Bounded parameters transformation

lacerbi · May 14, 2022, 8:12am

Hi all (mostly for the devs),

Maybe this was already addressed in past discussions, but could not find it with a quick search.

Is there any particular theoretical reason why Stan uses the log-odds transform for lower and upper bounded scalars? As opposed e.g. to a probit or many other transformations.

I can see that the log-odds transform is computationally easy (easy to compute and invert, easy Jacobian) but I was wondering if there were deeper theoretical reasons.

(Follow up question: if it is just for computational convenience, would it make sense to consider other transformations that may be more expensive but have better properties?)

Thanks,
Luigi

spinkney · May 14, 2022, 10:29am

I don’t believe this has been widely discussed and I don’t claim to know the historical reason. Probably @Bob_Carpenter or @betanalpha know more. What I do know is that the transforms in Stan are tested to work decently well but not proven to be the best in all cases. There are absolutely cases where you may want to use a different transform. There’s a particularly good discussion about this in the A better unit vector - #29 by betanalpha post (linked to @betanalpha’s excellent wrap up that is relevant to why different parameterizations can yield better performance in different models).

You asked this question at a good time because @mjhajharia is planning on testing a bunch of transforms this summer and writing up her findings.

One of the limitations of using the Stan types for transforms is that the “raw” parameters that feed into the transform are hidden from the user (this has memory and speed benefits). Sometimes one may want to put priors or compose the transforms in a way that adds additional information to the model. These are more easily accomplished by writing it in your Stan model. For example, I recently wanted to add more prior information into a simplex.
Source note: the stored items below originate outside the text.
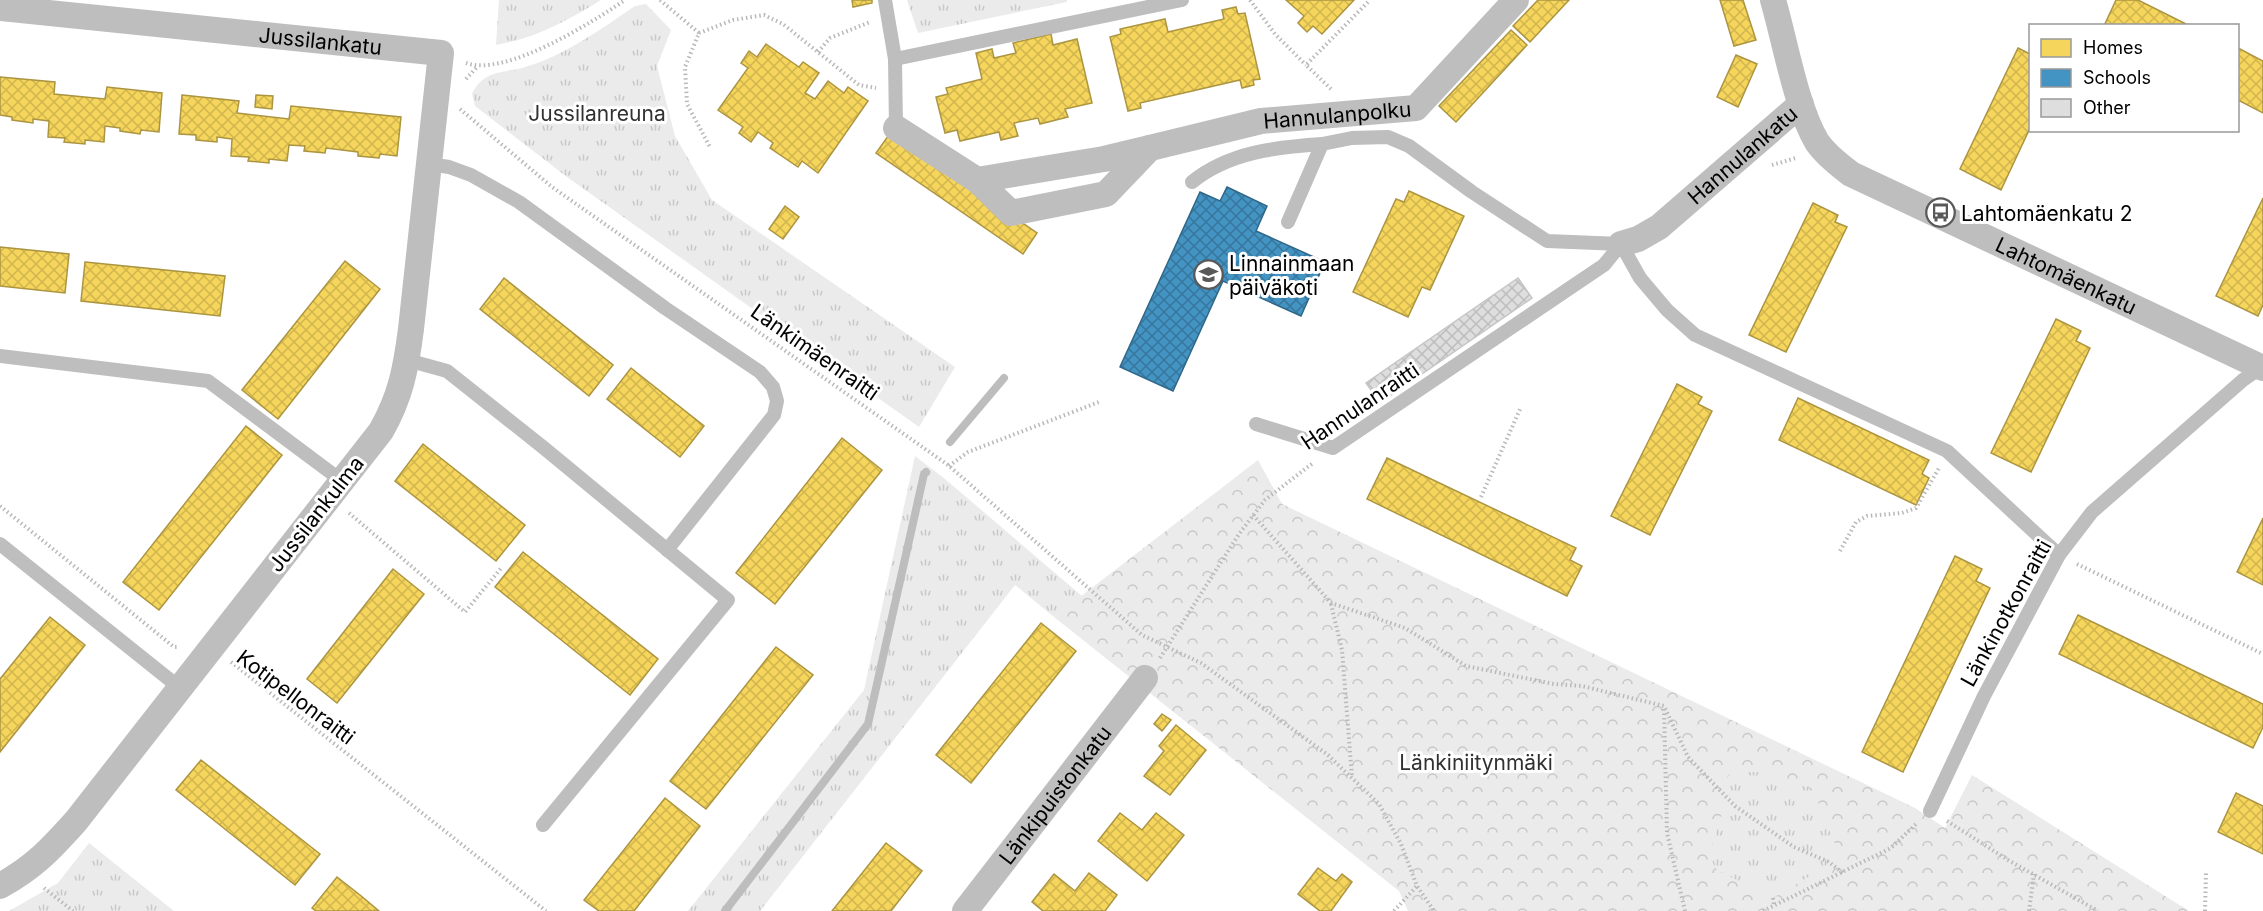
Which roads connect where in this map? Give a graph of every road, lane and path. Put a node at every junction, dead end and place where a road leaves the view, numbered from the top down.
1 (625, 0) edge
2 (660, 0) edge
3 (885, 0) edge
4 (1182, 0) edge
5 (1250, 0) edge
6 (1370, 0) edge
7 (1516, 0) edge
8 (1773, 0) edge
9 (0, 8) edge
10 (888, 16) junction
11 (699, 33) junction
12 (818, 52) junction
13 (441, 53) junction
14 (895, 58) junction
15 (1306, 65) junction
16 (437, 89) junction
17 (896, 91) junction
18 (1801, 104) junction
19 (1356, 113) junction
20 (896, 128) joint
21 (1322, 144) junction
22 (710, 147) dead end
23 (1150, 148) junction
24 (429, 164) junction
25 (977, 180) junction
26 (1192, 182) dead end
27 (1288, 222) dead end
28 (1622, 244) junction
29 (0, 356) edge
30 (407, 360) junction
31 (2262, 367) edge
32 (1099, 402) dead end
33 (1521, 407) dead end
34 (1256, 424) dead end
35 (1333, 448) junction
36 (1948, 452) junction
37 (949, 466) junction
38 (342, 481) junction
39 (1481, 497) dead end
40 (0, 506) edge
41 (344, 509) dead end
42 (1253, 515) junction
43 (0, 544) edge
44 (667, 550) junction
45 (1840, 551) dead end
46 (2059, 555) junction
47 (502, 567) dead end
48 (1331, 603) junction
49 (1168, 648) junction
50 (2263, 654) edge
51 (203, 659) junction
52 (1145, 678) dead end
53 (180, 688) junction
54 (1664, 706) junction
55 (1352, 777) junction
56 (1930, 811) junction
57 (543, 825) dead end
58 (25, 872) junction
59 (1843, 873) junction
60 (2206, 873) dead end
61 (2034, 874) junction
62 (0, 886) edge
63 (1417, 886) junction
64 (1773, 898) dead end
65 (1774, 906) junction
66 (73, 911) edge
67 (546, 911) edge
68 (965, 911) edge
69 (1394, 911) edge
70 (1434, 911) edge
71 (1685, 911) edge
72 (1763, 911) edge
73 (2029, 911) edge
74 (2098, 911) edge
75 (2205, 911) edge

1 - 13 path
2 - 11 path
3 - 10 lane
4 - 14 lane
5 - 15 path
6 - 15 path
7 - 19 street, Hannulanpolku
8 - 18 street, Hannulankatu
9 - 13 street, Jussilankatu
10 - 12 path
10 - 14 lane
11 - 12 path
11 - 22 path
12 - 17 path
13 - 16 street, Jussilankulma
14 - 17 lane
15 - 19 path
16 - 24 street, Jussilankulma
16 - 37 path, Länkimäenraitti
17 - 20 lane
18 - 28 street, Hannulankatu
18 - 31 street, Lahtomäenkatu
19 - 23 street, Hannulanpolku
20 - 25 street
21 - 26 lane
21 - 27 lane
21 - 28 lane
23 - 25 street, Hannulanpolku
23 - 25 street
24 - 30 street, Jussilankulma
24 - 44 lane
28 - 35 lane, Hannulanraitti
28 - 36 lane
29 - 38 lane
30 - 38 street, Jussilankulma
30 - 44 lane
31 - 46 lane, Länkinotkonraitti
32 - 37 path
33 - 39 path
34 - 35 lane
35 - 42 path, Hannulanraitti
36 - 45 path
36 - 46 lane
37 - 49 path, Länkimäenraitti
38 - 51 street, Jussilankulma
40 - 51 path, Kotipellonraitti
41 - 47 path
42 - 48 path
42 - 49 path, Hannulanraitti
43 - 53 lane
44 - 57 lane
46 - 50 path
46 - 56 lane, Länkinotkonraitti
48 - 54 path
48 - 55 path
49 - 55 path, Länkimäenraitti
51 - 53 street, Jussilankulma
51 - 67 path, Kotipellonraitti
52 - 68 street, Länkipuistonkatu
53 - 58 street, Jussilankulma
54 - 59 path
54 - 71 path
55 - 63 path, Länkimäenraitti
56 - 59 path
56 - 61 path
58 - 62 street, Jussilankulma
58 - 66 path
59 - 65 path
60 - 75 path
61 - 73 path
61 - 74 path
63 - 69 path
63 - 70 path, Länkimäenraitti
64 - 65 path
65 - 72 path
The easiest way for me to express that prior was from a logistic-normal perspective. I accomplished this by adding a (multi)normal prior on raw" - stick_slices - parameters and then doing a logistic transform with a stick-breaking procedure (output on the log-scale).

vector log_logistic_simplex_lp(vector stick_slices) {
     int K = num_elements(stick_slices) + 1;
     vector[K] log_pi;
    
     real log_stick = 0;
     for (k in 1:K - 1) {
       real log_inv_logit_stick = log_inv_logit(stick_slices[k]);
       log_pi[k] = log_inv_logit_stick  + log_stick;
       log_stick = log_diff_exp(log_stick, log_pi[k]);
       // the jacobian for inv_logit is
       // target += log_inv_logit(y) + log1m_inv_logit(y);
       // because this is log_inv_logit(y)
       // we can use the chain rule 
       // jacobian for f'(y) = d log_inv_logit(y) / dy
       // = d log(inv_logit(y))/d log(inv_logit(y)) + d inv_logit(y) / dy 
       // = -log_inv_logit(y) + log_inv_logit(y) + log1m_inv_logit(y) 
       // = log1m_inv_logit(y) 
       target += log1m_inv_logit(stick_slices[k]);
       target += log_stick + log1m_exp(log_stick) + log1m_exp(log_pi[k]);
     }
     
     log_pi[K] = log_stick;
     
     return log_pi;
   }

To make these more accessible there has been discussion in the github Stan organization about composable transforms. See

Feel free to add to those discussions.

Niko · May 14, 2022, 10:51am

AFAIK, there are reasonably low hanging fruit to enable Stan to automatically select the “best” transformation, which will depend on the posterior.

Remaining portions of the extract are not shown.